> [Data supplied]:

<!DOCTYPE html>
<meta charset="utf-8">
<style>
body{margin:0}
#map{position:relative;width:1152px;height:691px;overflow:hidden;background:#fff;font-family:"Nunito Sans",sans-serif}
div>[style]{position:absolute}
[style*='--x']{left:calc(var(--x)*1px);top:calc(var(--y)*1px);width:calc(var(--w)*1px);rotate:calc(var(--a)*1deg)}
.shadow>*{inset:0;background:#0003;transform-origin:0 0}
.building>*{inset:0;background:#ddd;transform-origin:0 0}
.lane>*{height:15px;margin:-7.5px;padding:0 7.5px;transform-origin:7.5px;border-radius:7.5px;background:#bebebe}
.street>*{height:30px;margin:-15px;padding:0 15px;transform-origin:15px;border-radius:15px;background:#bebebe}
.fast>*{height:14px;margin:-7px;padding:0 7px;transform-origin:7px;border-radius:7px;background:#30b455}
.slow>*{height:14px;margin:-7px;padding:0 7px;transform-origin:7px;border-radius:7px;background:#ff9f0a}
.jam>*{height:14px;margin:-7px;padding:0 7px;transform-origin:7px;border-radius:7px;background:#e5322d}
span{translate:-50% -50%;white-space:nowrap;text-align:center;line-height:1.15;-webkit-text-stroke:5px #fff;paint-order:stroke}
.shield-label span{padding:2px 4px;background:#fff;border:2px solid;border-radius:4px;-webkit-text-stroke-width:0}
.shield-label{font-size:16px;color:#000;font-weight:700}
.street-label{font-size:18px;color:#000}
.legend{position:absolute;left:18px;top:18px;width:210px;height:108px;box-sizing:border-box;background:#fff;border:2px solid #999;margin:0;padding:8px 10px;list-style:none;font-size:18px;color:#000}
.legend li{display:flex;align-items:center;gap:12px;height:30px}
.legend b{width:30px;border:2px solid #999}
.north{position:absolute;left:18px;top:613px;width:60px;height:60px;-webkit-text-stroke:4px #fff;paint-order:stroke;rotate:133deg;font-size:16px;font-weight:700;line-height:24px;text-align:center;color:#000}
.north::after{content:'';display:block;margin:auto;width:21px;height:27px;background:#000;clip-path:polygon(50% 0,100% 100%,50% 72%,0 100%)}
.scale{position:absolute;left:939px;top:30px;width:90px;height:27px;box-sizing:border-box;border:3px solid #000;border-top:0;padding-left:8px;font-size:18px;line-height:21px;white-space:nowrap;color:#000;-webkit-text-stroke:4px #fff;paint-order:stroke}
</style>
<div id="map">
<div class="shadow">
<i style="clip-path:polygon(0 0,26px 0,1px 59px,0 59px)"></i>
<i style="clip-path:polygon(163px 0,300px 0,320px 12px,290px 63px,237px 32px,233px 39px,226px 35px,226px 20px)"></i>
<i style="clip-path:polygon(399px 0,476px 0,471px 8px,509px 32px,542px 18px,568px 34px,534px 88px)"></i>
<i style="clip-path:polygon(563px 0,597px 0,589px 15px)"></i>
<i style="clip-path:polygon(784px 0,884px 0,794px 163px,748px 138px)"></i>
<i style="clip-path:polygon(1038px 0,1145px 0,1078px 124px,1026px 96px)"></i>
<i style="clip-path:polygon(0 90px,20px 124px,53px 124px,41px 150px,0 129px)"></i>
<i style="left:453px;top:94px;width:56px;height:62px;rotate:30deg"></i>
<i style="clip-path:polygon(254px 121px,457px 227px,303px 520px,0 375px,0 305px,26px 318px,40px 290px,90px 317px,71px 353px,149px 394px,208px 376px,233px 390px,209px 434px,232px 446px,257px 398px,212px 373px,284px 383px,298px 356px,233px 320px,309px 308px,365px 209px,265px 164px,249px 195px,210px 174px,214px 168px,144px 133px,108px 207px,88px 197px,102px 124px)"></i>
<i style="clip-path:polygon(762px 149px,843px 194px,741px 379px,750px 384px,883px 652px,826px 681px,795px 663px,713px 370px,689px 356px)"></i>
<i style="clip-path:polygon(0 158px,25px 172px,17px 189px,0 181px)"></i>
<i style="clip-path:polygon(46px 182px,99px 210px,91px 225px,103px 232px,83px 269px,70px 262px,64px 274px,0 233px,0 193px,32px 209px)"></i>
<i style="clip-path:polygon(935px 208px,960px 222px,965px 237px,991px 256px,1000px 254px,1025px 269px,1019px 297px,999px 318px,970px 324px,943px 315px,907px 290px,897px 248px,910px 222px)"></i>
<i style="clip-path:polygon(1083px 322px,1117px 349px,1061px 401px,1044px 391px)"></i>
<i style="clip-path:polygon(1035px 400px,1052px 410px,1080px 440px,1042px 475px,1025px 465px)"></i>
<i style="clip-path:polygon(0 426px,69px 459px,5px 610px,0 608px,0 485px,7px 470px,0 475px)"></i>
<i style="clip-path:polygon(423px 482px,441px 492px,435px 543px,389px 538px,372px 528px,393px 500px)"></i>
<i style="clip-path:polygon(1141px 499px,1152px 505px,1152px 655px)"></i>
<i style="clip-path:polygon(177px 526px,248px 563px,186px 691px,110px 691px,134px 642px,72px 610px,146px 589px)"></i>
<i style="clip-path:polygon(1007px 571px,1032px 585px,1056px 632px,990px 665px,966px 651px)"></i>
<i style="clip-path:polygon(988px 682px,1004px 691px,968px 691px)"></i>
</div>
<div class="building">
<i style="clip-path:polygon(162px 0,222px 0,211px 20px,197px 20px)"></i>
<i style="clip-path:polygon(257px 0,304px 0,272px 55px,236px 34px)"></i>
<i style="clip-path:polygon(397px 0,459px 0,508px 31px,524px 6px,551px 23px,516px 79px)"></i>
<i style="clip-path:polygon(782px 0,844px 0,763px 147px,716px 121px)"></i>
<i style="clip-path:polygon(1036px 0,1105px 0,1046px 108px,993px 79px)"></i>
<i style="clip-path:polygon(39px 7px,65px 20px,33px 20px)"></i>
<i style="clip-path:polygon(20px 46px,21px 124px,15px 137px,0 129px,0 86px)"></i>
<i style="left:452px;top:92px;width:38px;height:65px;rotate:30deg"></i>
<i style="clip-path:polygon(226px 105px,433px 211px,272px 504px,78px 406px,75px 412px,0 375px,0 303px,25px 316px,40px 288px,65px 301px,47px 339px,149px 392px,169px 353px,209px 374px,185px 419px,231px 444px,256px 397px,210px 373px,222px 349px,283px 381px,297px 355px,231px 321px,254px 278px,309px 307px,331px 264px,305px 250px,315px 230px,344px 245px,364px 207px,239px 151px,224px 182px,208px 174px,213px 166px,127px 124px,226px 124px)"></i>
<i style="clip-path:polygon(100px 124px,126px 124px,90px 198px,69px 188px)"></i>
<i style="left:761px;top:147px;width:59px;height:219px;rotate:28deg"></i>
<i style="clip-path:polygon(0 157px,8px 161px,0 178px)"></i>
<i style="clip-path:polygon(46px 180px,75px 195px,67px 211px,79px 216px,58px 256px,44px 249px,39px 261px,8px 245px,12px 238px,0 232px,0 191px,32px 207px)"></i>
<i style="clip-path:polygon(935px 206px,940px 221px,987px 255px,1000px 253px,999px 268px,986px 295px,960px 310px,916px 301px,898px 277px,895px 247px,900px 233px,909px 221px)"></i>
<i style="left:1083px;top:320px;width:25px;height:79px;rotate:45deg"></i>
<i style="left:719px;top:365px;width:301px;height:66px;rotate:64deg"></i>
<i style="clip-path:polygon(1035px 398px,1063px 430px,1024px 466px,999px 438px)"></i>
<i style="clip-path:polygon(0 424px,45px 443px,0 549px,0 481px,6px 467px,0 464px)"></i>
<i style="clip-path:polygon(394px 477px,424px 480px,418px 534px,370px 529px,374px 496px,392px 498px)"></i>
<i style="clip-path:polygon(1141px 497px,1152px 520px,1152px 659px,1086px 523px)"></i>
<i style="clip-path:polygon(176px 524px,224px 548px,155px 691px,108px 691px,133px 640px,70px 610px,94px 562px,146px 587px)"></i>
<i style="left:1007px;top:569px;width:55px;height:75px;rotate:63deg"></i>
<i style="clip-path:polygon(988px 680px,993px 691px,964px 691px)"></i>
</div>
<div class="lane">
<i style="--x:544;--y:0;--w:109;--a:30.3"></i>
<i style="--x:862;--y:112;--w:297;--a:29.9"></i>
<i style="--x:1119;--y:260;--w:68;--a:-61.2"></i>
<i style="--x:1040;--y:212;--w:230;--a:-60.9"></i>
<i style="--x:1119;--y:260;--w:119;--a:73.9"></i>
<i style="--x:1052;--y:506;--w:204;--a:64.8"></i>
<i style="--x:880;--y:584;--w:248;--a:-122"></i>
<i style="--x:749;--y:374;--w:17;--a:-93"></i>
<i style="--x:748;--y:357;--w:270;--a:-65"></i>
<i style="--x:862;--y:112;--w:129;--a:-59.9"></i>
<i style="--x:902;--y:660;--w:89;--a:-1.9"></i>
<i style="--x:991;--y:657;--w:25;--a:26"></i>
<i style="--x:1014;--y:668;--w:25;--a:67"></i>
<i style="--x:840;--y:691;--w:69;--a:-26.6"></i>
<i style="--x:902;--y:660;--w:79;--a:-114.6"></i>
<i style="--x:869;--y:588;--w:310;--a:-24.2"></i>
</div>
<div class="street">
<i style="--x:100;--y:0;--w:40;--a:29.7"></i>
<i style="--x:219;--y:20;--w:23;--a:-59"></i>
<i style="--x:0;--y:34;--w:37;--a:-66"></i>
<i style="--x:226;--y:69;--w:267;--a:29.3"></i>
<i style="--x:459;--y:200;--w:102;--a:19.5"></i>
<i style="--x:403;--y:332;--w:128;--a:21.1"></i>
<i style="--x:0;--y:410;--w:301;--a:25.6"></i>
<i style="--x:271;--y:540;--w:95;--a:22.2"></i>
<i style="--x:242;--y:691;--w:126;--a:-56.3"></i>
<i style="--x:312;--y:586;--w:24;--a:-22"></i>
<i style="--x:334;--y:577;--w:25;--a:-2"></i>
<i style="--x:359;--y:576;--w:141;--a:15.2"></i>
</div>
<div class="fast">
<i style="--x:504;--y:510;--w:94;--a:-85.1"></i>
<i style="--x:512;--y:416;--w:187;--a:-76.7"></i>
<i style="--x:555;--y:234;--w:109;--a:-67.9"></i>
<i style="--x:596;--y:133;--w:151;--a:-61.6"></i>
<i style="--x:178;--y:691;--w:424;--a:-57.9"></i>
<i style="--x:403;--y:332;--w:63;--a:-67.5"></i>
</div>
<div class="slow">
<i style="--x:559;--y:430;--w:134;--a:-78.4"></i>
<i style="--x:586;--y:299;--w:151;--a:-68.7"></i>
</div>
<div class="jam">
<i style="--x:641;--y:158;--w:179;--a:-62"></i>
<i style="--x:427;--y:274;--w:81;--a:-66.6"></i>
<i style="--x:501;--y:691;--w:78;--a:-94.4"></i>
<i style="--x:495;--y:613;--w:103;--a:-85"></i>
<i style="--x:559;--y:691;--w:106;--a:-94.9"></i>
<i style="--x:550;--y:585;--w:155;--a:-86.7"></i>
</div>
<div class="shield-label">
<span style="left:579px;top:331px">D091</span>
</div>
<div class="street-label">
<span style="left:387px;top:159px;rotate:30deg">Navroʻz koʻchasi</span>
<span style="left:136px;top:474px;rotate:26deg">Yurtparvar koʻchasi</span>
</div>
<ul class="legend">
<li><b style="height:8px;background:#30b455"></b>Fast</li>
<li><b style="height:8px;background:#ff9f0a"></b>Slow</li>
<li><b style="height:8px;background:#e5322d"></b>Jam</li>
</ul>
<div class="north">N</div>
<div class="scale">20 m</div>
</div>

> [What you have to do]: The answer must consist of every line above that contains the word "shadow".

> [Completed exercise]:
.shadow>*{inset:0;background:#0003;transform-origin:0 0}
<div class="shadow">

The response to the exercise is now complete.